How To Deal With Flooding : --

We had floods last year, and were told not to expect them this year. This year we had floods too, and have been told that, due to Global Warming, the once in a fifty year storm might happen more frequently. Of course, last year the government agencies concerned had programmed flood prevention work on the River Derwent for 2002. Now they are hoping to bring their programme forward, and say they know what they need to do.

These agencies may deserve little sympathy, but it is not their fault that they have inadequate powers to do their job, and are under-funded. Like all government agencies, their programmes will be determined according to competing priorities and the works they propose to do will be designed to make the best use of the limited resources at their disposal - which is not necessarily the same thing as providing the best solution.

Many people will say that there is no solution: some people live in homes which used to be flooded regularly in the past, and the answer was to have stone floors and scanty furniture downstairs; others say that there is no point in doing flood prevention works upstream, as that is bound to make flooding worse downstream. This may indeed happen, if the Derwent is dredged upstream and not downstream, but there may be other solutions. For example, if the river channel were to be constricted, the water is more likely to back up upstream than to flood downstream. A series of constricted points and flood banks might then contain the flooding within open farmland. The flood banks could also benefit the farmers concerned by restricting the area of farm land which is flooded to the water retention area between the flood banks. Then, of course, there are other possibilities: there is already one sea cut: should there be others?

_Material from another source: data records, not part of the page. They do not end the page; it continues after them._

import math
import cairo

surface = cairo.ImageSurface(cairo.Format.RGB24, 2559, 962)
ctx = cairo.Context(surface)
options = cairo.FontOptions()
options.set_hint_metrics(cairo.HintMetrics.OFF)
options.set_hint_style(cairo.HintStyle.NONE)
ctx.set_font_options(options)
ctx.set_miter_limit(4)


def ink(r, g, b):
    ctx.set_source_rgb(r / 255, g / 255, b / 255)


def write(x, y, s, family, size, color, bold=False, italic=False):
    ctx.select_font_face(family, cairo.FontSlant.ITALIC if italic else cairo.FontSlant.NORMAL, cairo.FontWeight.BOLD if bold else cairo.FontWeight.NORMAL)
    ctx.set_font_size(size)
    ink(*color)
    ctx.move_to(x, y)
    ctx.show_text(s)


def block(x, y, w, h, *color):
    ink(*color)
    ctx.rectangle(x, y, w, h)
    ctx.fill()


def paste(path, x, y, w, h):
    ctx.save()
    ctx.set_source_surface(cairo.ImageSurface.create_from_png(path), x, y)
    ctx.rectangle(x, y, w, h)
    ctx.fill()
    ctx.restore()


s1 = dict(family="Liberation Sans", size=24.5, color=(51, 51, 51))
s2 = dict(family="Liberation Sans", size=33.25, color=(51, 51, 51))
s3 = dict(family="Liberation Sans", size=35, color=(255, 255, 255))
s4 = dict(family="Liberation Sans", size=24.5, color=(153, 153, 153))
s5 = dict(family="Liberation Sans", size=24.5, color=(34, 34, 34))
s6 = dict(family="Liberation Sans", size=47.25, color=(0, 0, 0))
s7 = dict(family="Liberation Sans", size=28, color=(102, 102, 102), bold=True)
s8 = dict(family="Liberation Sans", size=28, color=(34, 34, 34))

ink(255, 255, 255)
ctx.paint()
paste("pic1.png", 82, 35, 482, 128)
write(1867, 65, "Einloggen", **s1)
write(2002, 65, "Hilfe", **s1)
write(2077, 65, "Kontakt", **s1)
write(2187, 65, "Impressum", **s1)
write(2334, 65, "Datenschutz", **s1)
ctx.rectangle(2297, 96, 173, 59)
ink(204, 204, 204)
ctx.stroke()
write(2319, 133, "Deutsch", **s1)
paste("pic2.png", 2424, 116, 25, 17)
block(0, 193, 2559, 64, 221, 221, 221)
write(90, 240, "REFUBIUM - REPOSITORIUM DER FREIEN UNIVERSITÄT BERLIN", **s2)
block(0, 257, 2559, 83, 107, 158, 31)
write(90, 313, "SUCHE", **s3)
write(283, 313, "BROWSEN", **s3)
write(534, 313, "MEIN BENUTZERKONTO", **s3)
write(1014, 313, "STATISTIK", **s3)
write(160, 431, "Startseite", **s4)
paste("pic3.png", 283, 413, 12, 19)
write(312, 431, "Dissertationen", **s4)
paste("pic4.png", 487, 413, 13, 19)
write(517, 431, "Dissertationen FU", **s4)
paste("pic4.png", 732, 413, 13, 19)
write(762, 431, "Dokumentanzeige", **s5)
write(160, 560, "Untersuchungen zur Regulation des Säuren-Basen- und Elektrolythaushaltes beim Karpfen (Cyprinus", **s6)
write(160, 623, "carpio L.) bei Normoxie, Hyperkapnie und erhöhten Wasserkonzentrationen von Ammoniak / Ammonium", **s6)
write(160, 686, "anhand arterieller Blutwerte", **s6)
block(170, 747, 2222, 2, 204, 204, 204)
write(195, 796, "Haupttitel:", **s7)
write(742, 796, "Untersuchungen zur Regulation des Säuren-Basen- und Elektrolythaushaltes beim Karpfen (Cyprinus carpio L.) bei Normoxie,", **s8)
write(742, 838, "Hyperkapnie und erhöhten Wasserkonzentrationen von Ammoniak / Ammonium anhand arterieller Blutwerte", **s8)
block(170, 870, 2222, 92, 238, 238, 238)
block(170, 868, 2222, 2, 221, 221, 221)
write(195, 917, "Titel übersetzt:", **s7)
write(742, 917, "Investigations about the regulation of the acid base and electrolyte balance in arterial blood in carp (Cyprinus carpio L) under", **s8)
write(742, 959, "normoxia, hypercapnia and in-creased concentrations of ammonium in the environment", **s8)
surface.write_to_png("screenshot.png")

There is the suggestion that the River Hertford could be diverted back onto its original course.

All these ideas and many more need to be evaluated. The question is: can we leave this to government agencies, with their limited resources and competing priorities? Are Ryedale people satisfied with what they have been told by them in the past? The public needs to be able to challenge in a constructive way the expert advice given by these agencies, and the only way to do so is to employ other experts, who are responsible to the local community and not to a government agency, and who can verify and report on the advice of the agency's experts, negotiate with them and come up with recommendations and a range of options of their own - from the cheapest to the best and most cost effective.

I can hear the doubting Thomases shout in chorus: "No way, Paul Andrews! What's the use of consultants? They always tell you what you already know, and, if they don't, nobody takes any notice of them anyway. They've got their own interest to look after, and they'll make sure we end up spending more money than we need to.The floods have caused enough financial grief. We don't want to throw away good brass after bad!"

The trouble is that Land Drainage is a highly specialised subject for specialist civil engineers. They alone know how to calculate the volumes of water that can be anticipated, and the relative effectiveness of the various methods of controlling it or holding it back. They alone know how to draw contract plans and tight specifications, which have the least number of loopholes which contractors can exploit to maximise their profit - and, if they get it wrong, their insurance company can be sued for their negligence. I have read many letters in your columns from people who seem to have excellent ideas - but, as they are not experts, their views have very little weight unless supported by the government agencies' experts. So, if Ryedale wants to seriously challenge a government agency in a constructive way, we must employ our own experts - otherwise we have no choice but to accept what the agency says.

And the cost? Ryedale District Council has £7M in reserves. The fees of a first class firm of civil engineers would be a small fraction of the annual interest earnt on this. If Consultants are appointed, and come up with a solution which is better than the agency's, the District will have the option of contributing part of its reserves to the agency's money, and proceeding with a joint scheme. And the cost benefit? The value for money? A few extra million pounds spent now would probably save many more millions of pounds otherwise likely to be lost by ordinary people in the immediate future.

But isn't this work we should leave to the government agencies? What do we pay our taxes for? In my view, we have become far too dependent on government departments and agencies - the Whitehall mandarin who always knows best. We should think less about what government should be doing for our district, and more about what our District Council can do for us.